_Material for the task_.
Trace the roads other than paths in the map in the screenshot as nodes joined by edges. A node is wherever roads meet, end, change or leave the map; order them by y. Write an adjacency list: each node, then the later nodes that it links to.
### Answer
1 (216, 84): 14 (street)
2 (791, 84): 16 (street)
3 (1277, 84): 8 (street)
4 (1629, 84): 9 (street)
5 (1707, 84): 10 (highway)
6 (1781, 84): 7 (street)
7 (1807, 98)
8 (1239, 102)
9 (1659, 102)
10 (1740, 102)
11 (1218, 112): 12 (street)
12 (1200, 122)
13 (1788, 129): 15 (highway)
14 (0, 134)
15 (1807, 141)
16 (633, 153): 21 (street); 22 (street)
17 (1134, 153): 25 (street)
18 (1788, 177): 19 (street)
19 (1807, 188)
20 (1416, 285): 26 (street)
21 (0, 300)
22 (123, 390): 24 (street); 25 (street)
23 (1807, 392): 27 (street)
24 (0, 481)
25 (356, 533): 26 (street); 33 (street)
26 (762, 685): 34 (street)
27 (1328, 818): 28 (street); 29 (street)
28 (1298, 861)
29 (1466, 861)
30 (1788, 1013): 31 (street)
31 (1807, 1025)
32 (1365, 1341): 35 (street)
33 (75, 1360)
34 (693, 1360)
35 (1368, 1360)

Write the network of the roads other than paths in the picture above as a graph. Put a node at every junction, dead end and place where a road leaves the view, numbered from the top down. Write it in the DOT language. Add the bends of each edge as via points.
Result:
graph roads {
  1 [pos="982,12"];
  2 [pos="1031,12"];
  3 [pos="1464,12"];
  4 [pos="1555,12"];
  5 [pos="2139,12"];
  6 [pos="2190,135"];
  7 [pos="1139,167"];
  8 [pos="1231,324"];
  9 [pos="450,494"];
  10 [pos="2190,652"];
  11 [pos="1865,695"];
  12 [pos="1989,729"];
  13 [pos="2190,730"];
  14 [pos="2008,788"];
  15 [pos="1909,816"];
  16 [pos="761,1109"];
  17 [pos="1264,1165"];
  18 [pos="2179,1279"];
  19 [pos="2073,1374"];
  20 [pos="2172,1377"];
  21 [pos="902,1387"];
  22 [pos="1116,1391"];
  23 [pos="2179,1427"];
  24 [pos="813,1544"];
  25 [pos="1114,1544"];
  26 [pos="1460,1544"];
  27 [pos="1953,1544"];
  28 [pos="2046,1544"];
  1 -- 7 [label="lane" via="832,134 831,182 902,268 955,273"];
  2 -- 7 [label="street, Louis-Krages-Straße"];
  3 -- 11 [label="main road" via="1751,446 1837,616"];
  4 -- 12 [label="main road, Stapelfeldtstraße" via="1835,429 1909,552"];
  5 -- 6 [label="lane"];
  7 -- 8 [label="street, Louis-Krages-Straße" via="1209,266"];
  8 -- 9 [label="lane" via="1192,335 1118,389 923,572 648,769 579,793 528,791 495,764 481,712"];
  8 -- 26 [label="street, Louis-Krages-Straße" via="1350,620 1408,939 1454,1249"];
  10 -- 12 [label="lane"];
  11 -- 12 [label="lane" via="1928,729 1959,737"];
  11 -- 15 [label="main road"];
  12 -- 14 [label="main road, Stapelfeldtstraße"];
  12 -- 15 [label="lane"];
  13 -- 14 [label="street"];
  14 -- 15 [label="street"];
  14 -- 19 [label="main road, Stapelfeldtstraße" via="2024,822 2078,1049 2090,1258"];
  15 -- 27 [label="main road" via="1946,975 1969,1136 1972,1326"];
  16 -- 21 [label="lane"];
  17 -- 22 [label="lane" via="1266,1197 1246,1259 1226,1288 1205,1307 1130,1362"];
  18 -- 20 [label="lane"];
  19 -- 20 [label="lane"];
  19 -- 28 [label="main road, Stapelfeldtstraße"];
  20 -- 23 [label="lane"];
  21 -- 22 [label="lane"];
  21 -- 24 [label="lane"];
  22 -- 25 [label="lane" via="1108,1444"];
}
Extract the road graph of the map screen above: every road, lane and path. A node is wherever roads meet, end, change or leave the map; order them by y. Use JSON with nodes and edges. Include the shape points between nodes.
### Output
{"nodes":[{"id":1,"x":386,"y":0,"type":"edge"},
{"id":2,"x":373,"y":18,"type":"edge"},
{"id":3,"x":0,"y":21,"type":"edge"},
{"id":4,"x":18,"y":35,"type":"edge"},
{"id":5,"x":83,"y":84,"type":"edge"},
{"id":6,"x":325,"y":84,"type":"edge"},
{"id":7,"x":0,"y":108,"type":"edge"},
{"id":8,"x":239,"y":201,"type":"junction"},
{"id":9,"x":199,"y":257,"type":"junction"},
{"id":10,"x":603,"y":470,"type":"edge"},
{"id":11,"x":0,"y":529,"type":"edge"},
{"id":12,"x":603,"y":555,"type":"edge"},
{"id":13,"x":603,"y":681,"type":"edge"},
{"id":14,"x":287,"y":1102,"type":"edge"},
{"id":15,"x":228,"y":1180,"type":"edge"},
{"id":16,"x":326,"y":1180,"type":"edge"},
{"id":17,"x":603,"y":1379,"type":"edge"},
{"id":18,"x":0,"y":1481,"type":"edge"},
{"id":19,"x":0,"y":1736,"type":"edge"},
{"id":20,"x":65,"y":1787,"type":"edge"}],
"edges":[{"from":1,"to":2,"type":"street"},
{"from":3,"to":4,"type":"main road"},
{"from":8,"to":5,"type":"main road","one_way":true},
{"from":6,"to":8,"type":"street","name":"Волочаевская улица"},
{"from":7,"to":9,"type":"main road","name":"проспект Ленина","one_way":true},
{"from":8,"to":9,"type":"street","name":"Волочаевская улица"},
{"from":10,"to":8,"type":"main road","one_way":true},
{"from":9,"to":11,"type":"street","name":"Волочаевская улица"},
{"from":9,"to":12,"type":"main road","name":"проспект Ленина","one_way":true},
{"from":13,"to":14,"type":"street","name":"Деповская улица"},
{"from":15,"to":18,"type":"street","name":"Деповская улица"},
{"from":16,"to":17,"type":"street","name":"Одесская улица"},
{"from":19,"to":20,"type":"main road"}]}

_Task prompt_. All records shown above are to be repeated exactly.

_Response to the task_.
Trace the roads other than paths in the map in the screenshot as nodes joined by edges. A node is wherever roads meet, end, change or leave the map; order them by y. Write an adjacency list: each node, then the later nodes that it links to.
### Answer
1 (216, 84): 14 (street)
2 (791, 84): 16 (street)
3 (1277, 84): 8 (street)
4 (1629, 84): 9 (street)
5 (1707, 84): 10 (highway)
6 (1781, 84): 7 (street)
7 (1807, 98)
8 (1239, 102)
9 (1659, 102)
10 (1740, 102)
11 (1218, 112): 12 (street)
12 (1200, 122)
13 (1788, 129): 15 (highway)
14 (0, 134)
15 (1807, 141)
16 (633, 153): 21 (street); 22 (street)
17 (1134, 153): 25 (street)
18 (1788, 177): 19 (street)
19 (1807, 188)
20 (1416, 285): 26 (street)
21 (0, 300)
22 (123, 390): 24 (street); 25 (street)
23 (1807, 392): 27 (street)
24 (0, 481)
25 (356, 533): 26 (street); 33 (street)
26 (762, 685): 34 (street)
27 (1328, 818): 28 (street); 29 (street)
28 (1298, 861)
29 (1466, 861)
30 (1788, 1013): 31 (street)
31 (1807, 1025)
32 (1365, 1341): 35 (street)
33 (75, 1360)
34 (693, 1360)
35 (1368, 1360)

Write the network of the roads other than paths in the picture above as a graph. Put a node at every junction, dead end and place where a road leaves the view, numbered from the top down. Write it in the DOT language. Add the bends of each edge as via points.
Result:
graph roads {
  1 [pos="982,12"];
  2 [pos="1031,12"];
  3 [pos="1464,12"];
  4 [pos="1555,12"];
  5 [pos="2139,12"];
  6 [pos="2190,135"];
  7 [pos="1139,167"];
  8 [pos="1231,324"];
  9 [pos="450,494"];
  10 [pos="2190,652"];
  11 [pos="1865,695"];
  12 [pos="1989,729"];
  13 [pos="2190,730"];
  14 [pos="2008,788"];
  15 [pos="1909,816"];
  16 [pos="761,1109"];
  17 [pos="1264,1165"];
  18 [pos="2179,1279"];
  19 [pos="2073,1374"];
  20 [pos="2172,1377"];
  21 [pos="902,1387"];
  22 [pos="1116,1391"];
  23 [pos="2179,1427"];
  24 [pos="813,1544"];
  25 [pos="1114,1544"];
  26 [pos="1460,1544"];
  27 [pos="1953,1544"];
  28 [pos="2046,1544"];
  1 -- 7 [label="lane" via="832,134 831,182 902,268 955,273"];
  2 -- 7 [label="street, Louis-Krages-Straße"];
  3 -- 11 [label="main road" via="1751,446 1837,616"];
  4 -- 12 [label="main road, Stapelfeldtstraße" via="1835,429 1909,552"];
  5 -- 6 [label="lane"];
  7 -- 8 [label="street, Louis-Krages-Straße" via="1209,266"];
  8 -- 9 [label="lane" via="1192,335 1118,389 923,572 648,769 579,793 528,791 495,764 481,712"];
  8 -- 26 [label="street, Louis-Krages-Straße" via="1350,620 1408,939 1454,1249"];
  10 -- 12 [label="lane"];
  11 -- 12 [label="lane" via="1928,729 1959,737"];
  11 -- 15 [label="main road"];
  12 -- 14 [label="main road, Stapelfeldtstraße"];
  12 -- 15 [label="lane"];
  13 -- 14 [label="street"];
  14 -- 15 [label="street"];
  14 -- 19 [label="main road, Stapelfeldtstraße" via="2024,822 2078,1049 2090,1258"];
  15 -- 27 [label="main road" via="1946,975 1969,1136 1972,1326"];
  16 -- 21 [label="lane"];
  17 -- 22 [label="lane" via="1266,1197 1246,1259 1226,1288 1205,1307 1130,1362"];
  18 -- 20 [label="lane"];
  19 -- 20 [label="lane"];
  19 -- 28 [label="main road, Stapelfeldtstraße"];
  20 -- 23 [label="lane"];
  21 -- 22 [label="lane"];
  21 -- 24 [label="lane"];
  22 -- 25 [label="lane" via="1108,1444"];
}
Extract the road graph of the map screen above: every road, lane and path. A node is wherever roads meet, end, change or leave the map; order them by y. Use JSON with nodes and edges. Include the shape points between nodes.
### Output
{"nodes":[{"id":1,"x":386,"y":0,"type":"edge"},
{"id":2,"x":373,"y":18,"type":"edge"},
{"id":3,"x":0,"y":21,"type":"edge"},
{"id":4,"x":18,"y":35,"type":"edge"},
{"id":5,"x":83,"y":84,"type":"edge"},
{"id":6,"x":325,"y":84,"type":"edge"},
{"id":7,"x":0,"y":108,"type":"edge"},
{"id":8,"x":239,"y":201,"type":"junction"},
{"id":9,"x":199,"y":257,"type":"junction"},
{"id":10,"x":603,"y":470,"type":"edge"},
{"id":11,"x":0,"y":529,"type":"edge"},
{"id":12,"x":603,"y":555,"type":"edge"},
{"id":13,"x":603,"y":681,"type":"edge"},
{"id":14,"x":287,"y":1102,"type":"edge"},
{"id":15,"x":228,"y":1180,"type":"edge"},
{"id":16,"x":326,"y":1180,"type":"edge"},
{"id":17,"x":603,"y":1379,"type":"edge"},
{"id":18,"x":0,"y":1481,"type":"edge"},
{"id":19,"x":0,"y":1736,"type":"edge"},
{"id":20,"x":65,"y":1787,"type":"edge"}],
"edges":[{"from":1,"to":2,"type":"street"},
{"from":3,"to":4,"type":"main road"},
{"from":8,"to":5,"type":"main road","one_way":true},
{"from":6,"to":8,"type":"street","name":"Волочаевская улица"},
{"from":7,"to":9,"type":"main road","name":"проспект Ленина","one_way":true},
{"from":8,"to":9,"type":"street","name":"Волочаевская улица"},
{"from":10,"to":8,"type":"main road","one_way":true},
{"from":9,"to":11,"type":"street","name":"Волочаевская улица"},
{"from":9,"to":12,"type":"main road","name":"проспект Ленина","one_way":true},
{"from":13,"to":14,"type":"street","name":"Деповская улица"},
{"from":15,"to":18,"type":"street","name":"Деповская улица"},
{"from":16,"to":17,"type":"street","name":"Одесская улица"},
{"from":19,"to":20,"type":"main road"}]}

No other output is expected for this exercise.